Work on transforming the property began in April and represents a large investment on the part of Mr MacLeod, who spent £25,000 on its purchase and expects the final renovation and outfit costs to be in the region of £120,000.

He said: “The place was completely derelict. We have had to do a lot of work including digging up the floor and put plumbing in. We must have taken away about 50 tons of material in wheelbarrow loads. It has been quite a process!”

The community is being kept up to date with the progress of the renovation through photographs and posts on Facebook and Instagram pages set up for the business.

“Having the community get involved through social media is a good way of getting people to know about the place, and to get feedback and people’s thoughts and ideas,” said Mr MacLeod.

“I do the same with my other business. I ask people what they’d like to see in the property and ask for their opinions through our social media.

“At the end of the day those are the people who will be buying your products. If the community don’t like people who own the place, they won’t shop there. Relationships and connections are important.”

The Old Net Shed, which hopes to be open by October, will have five to seven bistro-style tables and chairs in a rear area. It will offer high-quality food at mid-range prices. Expected to be on the menu are bacon rolls, sandwiches, shellfish, prawns, with fish and chips in the evening.

It is also intended to start an online order service.

Mr MacLeod said: “We want to offer locals the opportunity to get reasonably priced quality products.
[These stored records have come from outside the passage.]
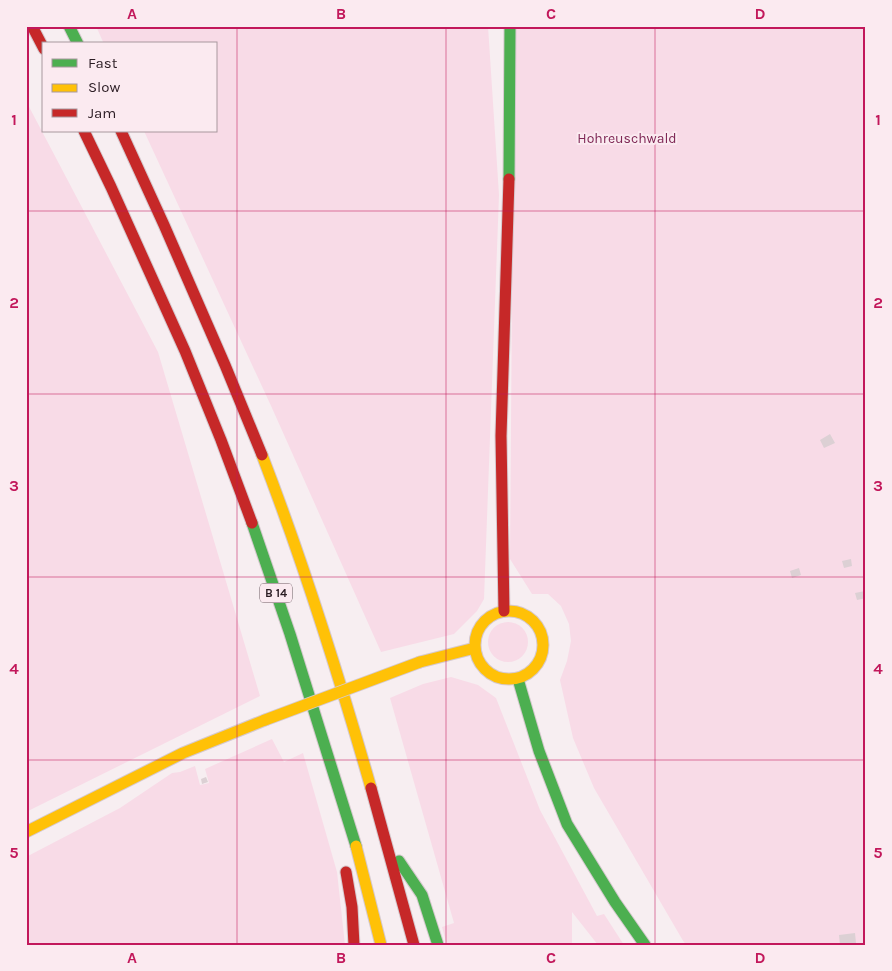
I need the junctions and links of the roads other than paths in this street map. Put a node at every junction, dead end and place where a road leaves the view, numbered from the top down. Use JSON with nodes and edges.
{"nodes":[{"id":1,"x":32,"y":26,"type":"edge"},
{"id":2,"x":69,"y":26,"type":"edge"},
{"id":3,"x":510,"y":26,"type":"edge"},
{"id":4,"x":77,"y":42,"type":"edge"},
{"id":5,"x":42,"y":45,"type":"edge"},
{"id":6,"x":84,"y":132,"type":"edge"},
{"id":7,"x":121,"y":132,"type":"edge"},
{"id":8,"x":504,"y":611,"type":"junction"},
{"id":9,"x":475,"y":648,"type":"junction"},
{"id":10,"x":518,"y":679,"type":"junction"},
{"id":11,"x":26,"y":832,"type":"edge"},
{"id":12,"x":354,"y":840,"type":"junction"},
{"id":13,"x":388,"y":843,"type":"junction"},
{"id":14,"x":354,"y":945,"type":"edge"},
{"id":15,"x":381,"y":945,"type":"edge"},
{"id":16,"x":414,"y":945,"type":"edge"},
{"id":17,"x":438,"y":945,"type":"edge"},
{"id":18,"x":645,"y":945,"type":"edge"}],
"edges":[{"from":1,"to":5,"type":"main road"},
{"from":2,"to":4,"type":"main road"},
{"from":3,"to":8,"type":"main road"},
{"from":6,"to":12,"type":"main road","number":"B 14"},
{"from":7,"to":13,"type":"main road","number":"B 14"},
{"from":8,"to":9,"type":"main road"},
{"from":8,"to":10,"type":"main road"},
{"from":9,"to":10,"type":"main road"},
{"from":9,"to":11,"type":"main road","bridge":true},
{"from":10,"to":18,"type":"main road"},
{"from":12,"to":14,"type":"main road"},
{"from":12,"to":15,"type":"main road","number":"B 14"},
{"from":13,"to":16,"type":"main road","number":"B 14"},
{"from":13,"to":17,"type":"main road"}]}
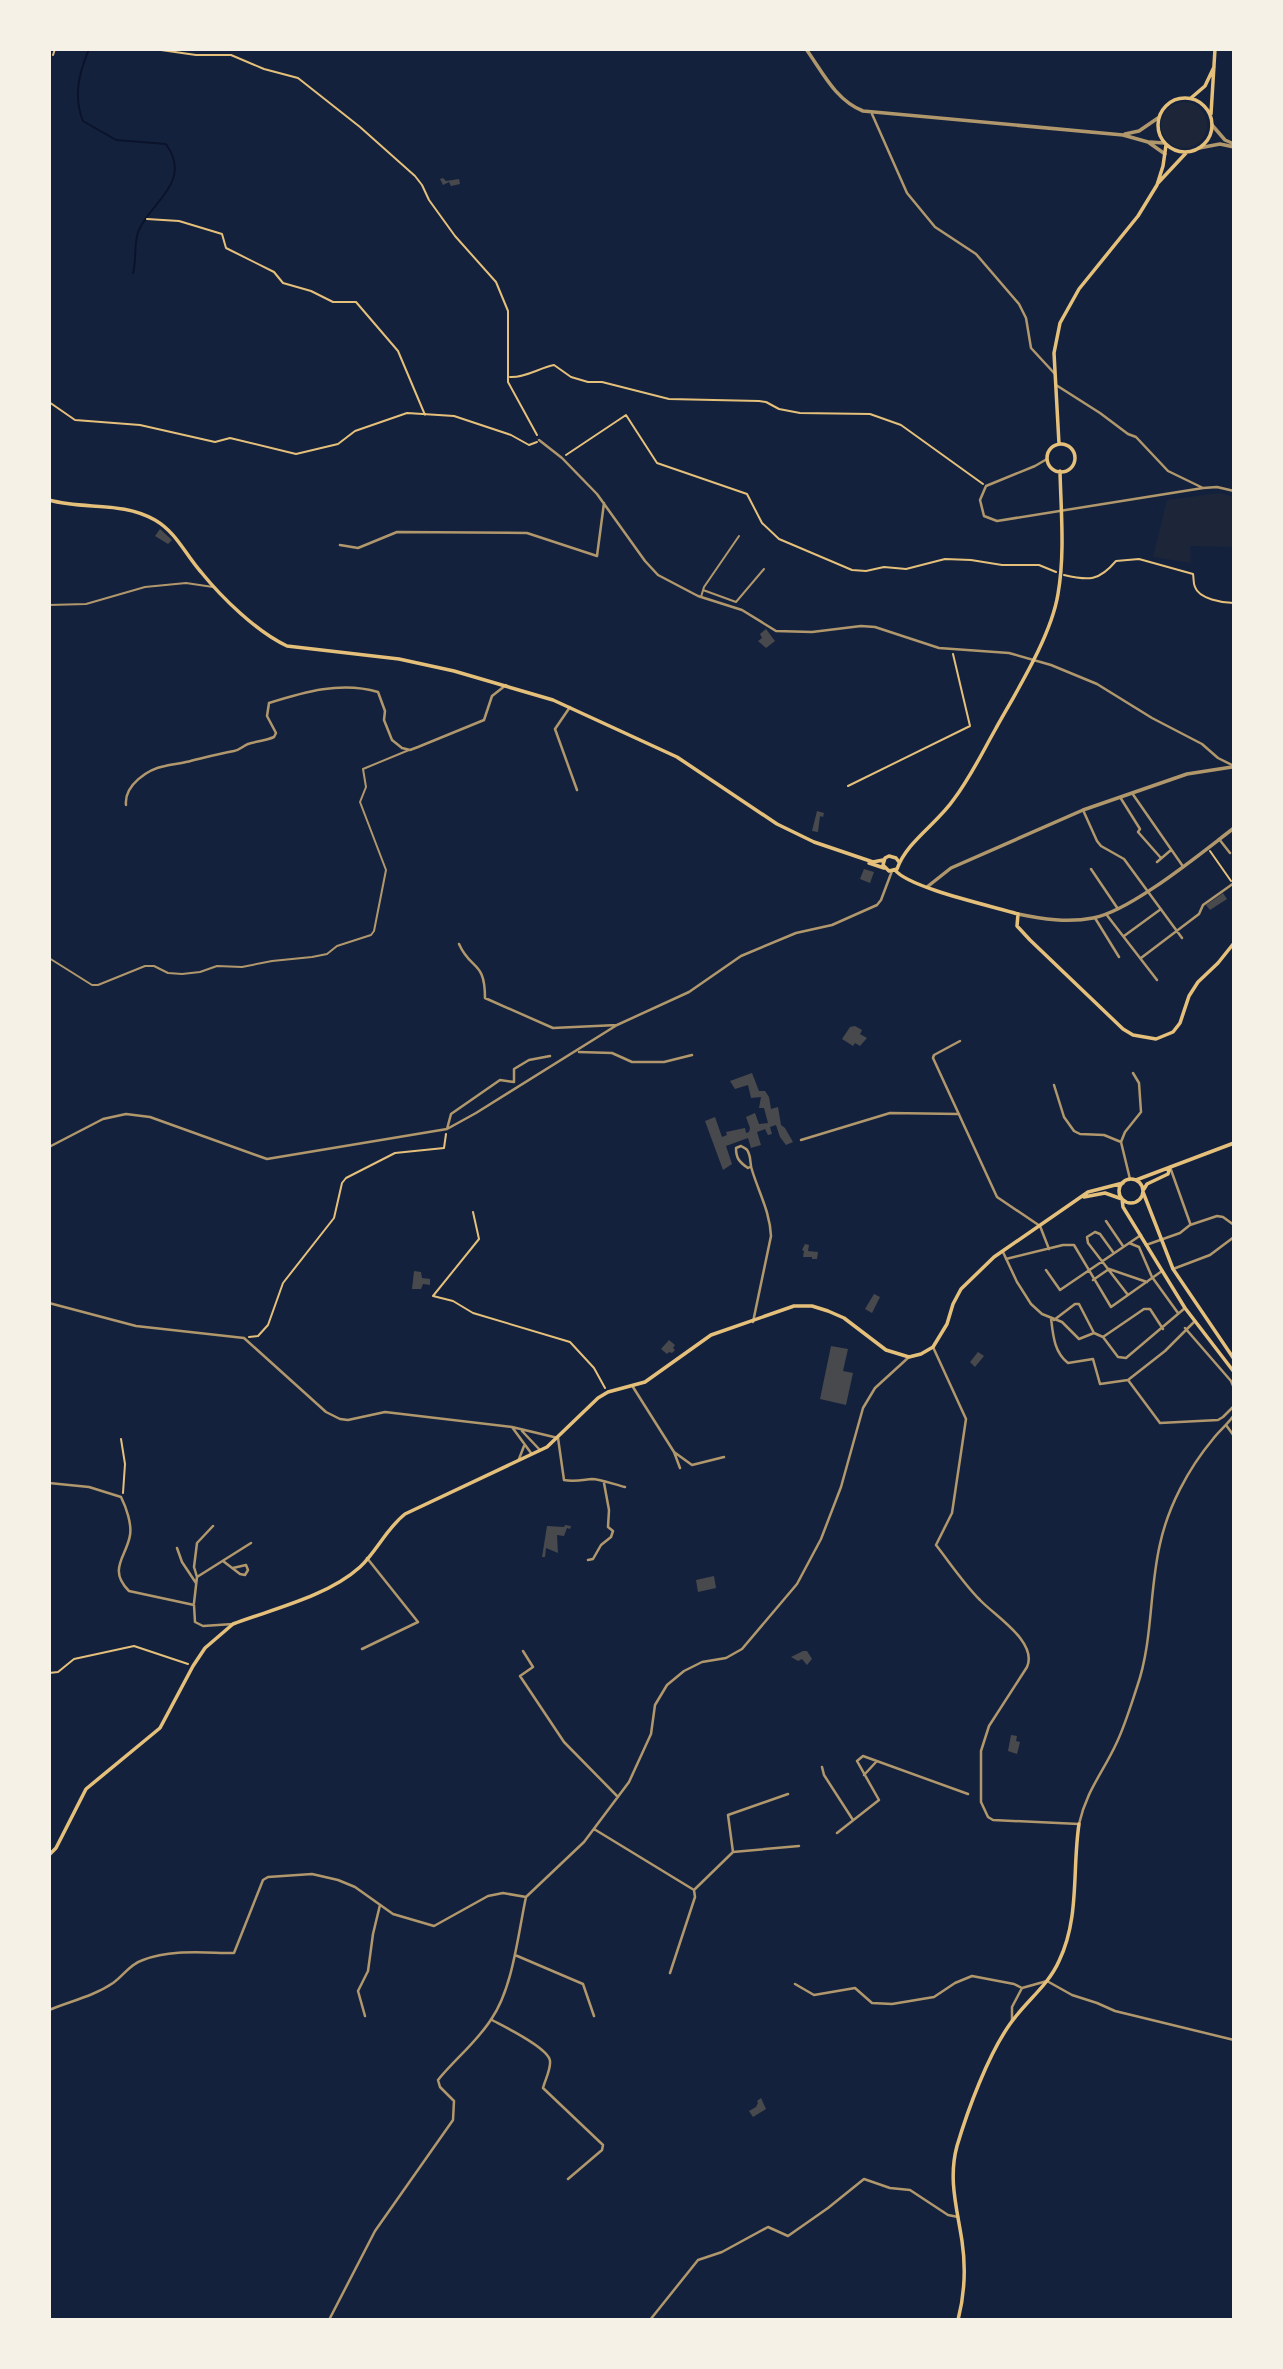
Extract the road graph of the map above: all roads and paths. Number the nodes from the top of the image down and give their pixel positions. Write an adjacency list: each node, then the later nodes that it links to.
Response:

A lot of the food on offer in the village is on the higher end of pricing; we want to give some cheaper options for lorry and delivery drivers, as well as locals.”

He is keen that customers have a good experience when they visit.

“I want the Old Net Shed to reflect the character of the village,” he said. “I would rather take the extra time and invest to make it look as original as possible.

“I think that Highland culture has been diluted over the generations so I want the place to have a sense of culture.

“I would like people to have a really nice, quaint Highland experience when they come in and one of the ways we will do this is to have traditional Scottish music playing.”